Prompt —
The response must restate all of the data word for word.

*** Data under study ***

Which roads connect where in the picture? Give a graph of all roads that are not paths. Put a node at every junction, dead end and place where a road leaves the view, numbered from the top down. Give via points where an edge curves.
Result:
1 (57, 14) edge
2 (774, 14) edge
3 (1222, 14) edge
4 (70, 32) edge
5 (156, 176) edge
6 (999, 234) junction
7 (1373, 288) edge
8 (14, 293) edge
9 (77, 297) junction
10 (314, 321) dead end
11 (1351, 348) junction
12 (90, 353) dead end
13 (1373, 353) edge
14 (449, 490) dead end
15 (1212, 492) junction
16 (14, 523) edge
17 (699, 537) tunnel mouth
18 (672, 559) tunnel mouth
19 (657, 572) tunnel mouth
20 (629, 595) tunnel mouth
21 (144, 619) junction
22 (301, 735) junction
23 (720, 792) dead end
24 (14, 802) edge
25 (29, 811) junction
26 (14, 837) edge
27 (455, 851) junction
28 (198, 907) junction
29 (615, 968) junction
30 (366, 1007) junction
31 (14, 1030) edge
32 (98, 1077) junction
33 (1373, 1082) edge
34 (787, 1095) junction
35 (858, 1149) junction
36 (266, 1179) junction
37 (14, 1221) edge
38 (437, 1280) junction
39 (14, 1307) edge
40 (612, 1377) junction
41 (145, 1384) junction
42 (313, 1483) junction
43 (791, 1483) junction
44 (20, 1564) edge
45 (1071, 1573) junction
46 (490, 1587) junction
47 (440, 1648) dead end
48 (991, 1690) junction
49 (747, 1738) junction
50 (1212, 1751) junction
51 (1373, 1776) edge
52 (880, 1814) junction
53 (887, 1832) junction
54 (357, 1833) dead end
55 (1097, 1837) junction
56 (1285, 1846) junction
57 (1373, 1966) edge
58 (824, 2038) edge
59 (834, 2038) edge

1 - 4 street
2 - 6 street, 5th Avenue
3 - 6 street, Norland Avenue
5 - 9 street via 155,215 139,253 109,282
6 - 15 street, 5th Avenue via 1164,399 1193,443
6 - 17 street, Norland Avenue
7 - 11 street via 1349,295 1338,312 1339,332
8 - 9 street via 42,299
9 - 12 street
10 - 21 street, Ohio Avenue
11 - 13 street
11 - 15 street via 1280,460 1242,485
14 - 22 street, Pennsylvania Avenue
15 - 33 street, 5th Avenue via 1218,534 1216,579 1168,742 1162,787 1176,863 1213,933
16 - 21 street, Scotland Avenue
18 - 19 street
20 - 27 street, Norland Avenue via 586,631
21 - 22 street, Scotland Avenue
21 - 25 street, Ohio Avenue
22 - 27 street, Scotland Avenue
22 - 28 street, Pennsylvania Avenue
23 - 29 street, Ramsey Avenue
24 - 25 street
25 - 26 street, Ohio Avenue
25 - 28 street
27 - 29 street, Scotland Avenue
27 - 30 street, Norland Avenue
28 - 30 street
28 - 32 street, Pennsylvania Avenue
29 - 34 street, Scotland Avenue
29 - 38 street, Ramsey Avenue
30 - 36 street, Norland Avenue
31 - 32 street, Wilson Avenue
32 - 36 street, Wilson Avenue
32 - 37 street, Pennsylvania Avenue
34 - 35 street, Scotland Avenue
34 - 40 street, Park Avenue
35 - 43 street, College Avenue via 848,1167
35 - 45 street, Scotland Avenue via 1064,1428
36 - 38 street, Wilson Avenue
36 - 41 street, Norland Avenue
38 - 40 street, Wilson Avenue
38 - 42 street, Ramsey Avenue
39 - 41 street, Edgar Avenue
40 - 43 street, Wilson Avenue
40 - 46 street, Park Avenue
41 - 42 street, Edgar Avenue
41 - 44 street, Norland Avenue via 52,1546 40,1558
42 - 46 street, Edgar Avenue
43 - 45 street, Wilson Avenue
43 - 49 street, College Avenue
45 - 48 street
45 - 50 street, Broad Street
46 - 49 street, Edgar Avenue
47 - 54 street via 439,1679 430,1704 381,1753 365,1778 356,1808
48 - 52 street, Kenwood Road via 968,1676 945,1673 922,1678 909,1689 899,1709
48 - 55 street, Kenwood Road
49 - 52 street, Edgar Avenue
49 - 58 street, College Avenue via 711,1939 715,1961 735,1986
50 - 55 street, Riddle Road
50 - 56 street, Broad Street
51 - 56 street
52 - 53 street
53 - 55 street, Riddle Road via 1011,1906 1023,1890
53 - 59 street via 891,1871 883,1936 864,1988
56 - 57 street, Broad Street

*** End of Data under study ***

Task solution —
Which roads connect where in the picture? Give a graph of all roads that are not paths. Put a node at every junction, dead end and place where a road leaves the view, numbered from the top down. Give via points where an edge curves.
Result:
1 (57, 14) edge
2 (774, 14) edge
3 (1222, 14) edge
4 (70, 32) edge
5 (156, 176) edge
6 (999, 234) junction
7 (1373, 288) edge
8 (14, 293) edge
9 (77, 297) junction
10 (314, 321) dead end
11 (1351, 348) junction
12 (90, 353) dead end
13 (1373, 353) edge
14 (449, 490) dead end
15 (1212, 492) junction
16 (14, 523) edge
17 (699, 537) tunnel mouth
18 (672, 559) tunnel mouth
19 (657, 572) tunnel mouth
20 (629, 595) tunnel mouth
21 (144, 619) junction
22 (301, 735) junction
23 (720, 792) dead end
24 (14, 802) edge
25 (29, 811) junction
26 (14, 837) edge
27 (455, 851) junction
28 (198, 907) junction
29 (615, 968) junction
30 (366, 1007) junction
31 (14, 1030) edge
32 (98, 1077) junction
33 (1373, 1082) edge
34 (787, 1095) junction
35 (858, 1149) junction
36 (266, 1179) junction
37 (14, 1221) edge
38 (437, 1280) junction
39 (14, 1307) edge
40 (612, 1377) junction
41 (145, 1384) junction
42 (313, 1483) junction
43 (791, 1483) junction
44 (20, 1564) edge
45 (1071, 1573) junction
46 (490, 1587) junction
47 (440, 1648) dead end
48 (991, 1690) junction
49 (747, 1738) junction
50 (1212, 1751) junction
51 (1373, 1776) edge
52 (880, 1814) junction
53 (887, 1832) junction
54 (357, 1833) dead end
55 (1097, 1837) junction
56 (1285, 1846) junction
57 (1373, 1966) edge
58 (824, 2038) edge
59 (834, 2038) edge

1 - 4 street
2 - 6 street, 5th Avenue
3 - 6 street, Norland Avenue
5 - 9 street via 155,215 139,253 109,282
6 - 15 street, 5th Avenue via 1164,399 1193,443
6 - 17 street, Norland Avenue
7 - 11 street via 1349,295 1338,312 1339,332
8 - 9 street via 42,299
9 - 12 street
10 - 21 street, Ohio Avenue
11 - 13 street
11 - 15 street via 1280,460 1242,485
14 - 22 street, Pennsylvania Avenue
15 - 33 street, 5th Avenue via 1218,534 1216,579 1168,742 1162,787 1176,863 1213,933
16 - 21 street, Scotland Avenue
18 - 19 street
20 - 27 street, Norland Avenue via 586,631
21 - 22 street, Scotland Avenue
21 - 25 street, Ohio Avenue
22 - 27 street, Scotland Avenue
22 - 28 street, Pennsylvania Avenue
23 - 29 street, Ramsey Avenue
24 - 25 street
25 - 26 street, Ohio Avenue
25 - 28 street
27 - 29 street, Scotland Avenue
27 - 30 street, Norland Avenue
28 - 30 street
28 - 32 street, Pennsylvania Avenue
29 - 34 street, Scotland Avenue
29 - 38 street, Ramsey Avenue
30 - 36 street, Norland Avenue
31 - 32 street, Wilson Avenue
32 - 36 street, Wilson Avenue
32 - 37 street, Pennsylvania Avenue
34 - 35 street, Scotland Avenue
34 - 40 street, Park Avenue
35 - 43 street, College Avenue via 848,1167
35 - 45 street, Scotland Avenue via 1064,1428
36 - 38 street, Wilson Avenue
36 - 41 street, Norland Avenue
38 - 40 street, Wilson Avenue
38 - 42 street, Ramsey Avenue
39 - 41 street, Edgar Avenue
40 - 43 street, Wilson Avenue
40 - 46 street, Park Avenue
41 - 42 street, Edgar Avenue
41 - 44 street, Norland Avenue via 52,1546 40,1558
42 - 46 street, Edgar Avenue
43 - 45 street, Wilson Avenue
43 - 49 street, College Avenue
45 - 48 street
45 - 50 street, Broad Street
46 - 49 street, Edgar Avenue
47 - 54 street via 439,1679 430,1704 381,1753 365,1778 356,1808
48 - 52 street, Kenwood Road via 968,1676 945,1673 922,1678 909,1689 899,1709
48 - 55 street, Kenwood Road
49 - 52 street, Edgar Avenue
49 - 58 street, College Avenue via 711,1939 715,1961 735,1986
50 - 55 street, Riddle Road
50 - 56 street, Broad Street
51 - 56 street
52 - 53 street
53 - 55 street, Riddle Road via 1011,1906 1023,1890
53 - 59 street via 891,1871 883,1936 864,1988
56 - 57 street, Broad Street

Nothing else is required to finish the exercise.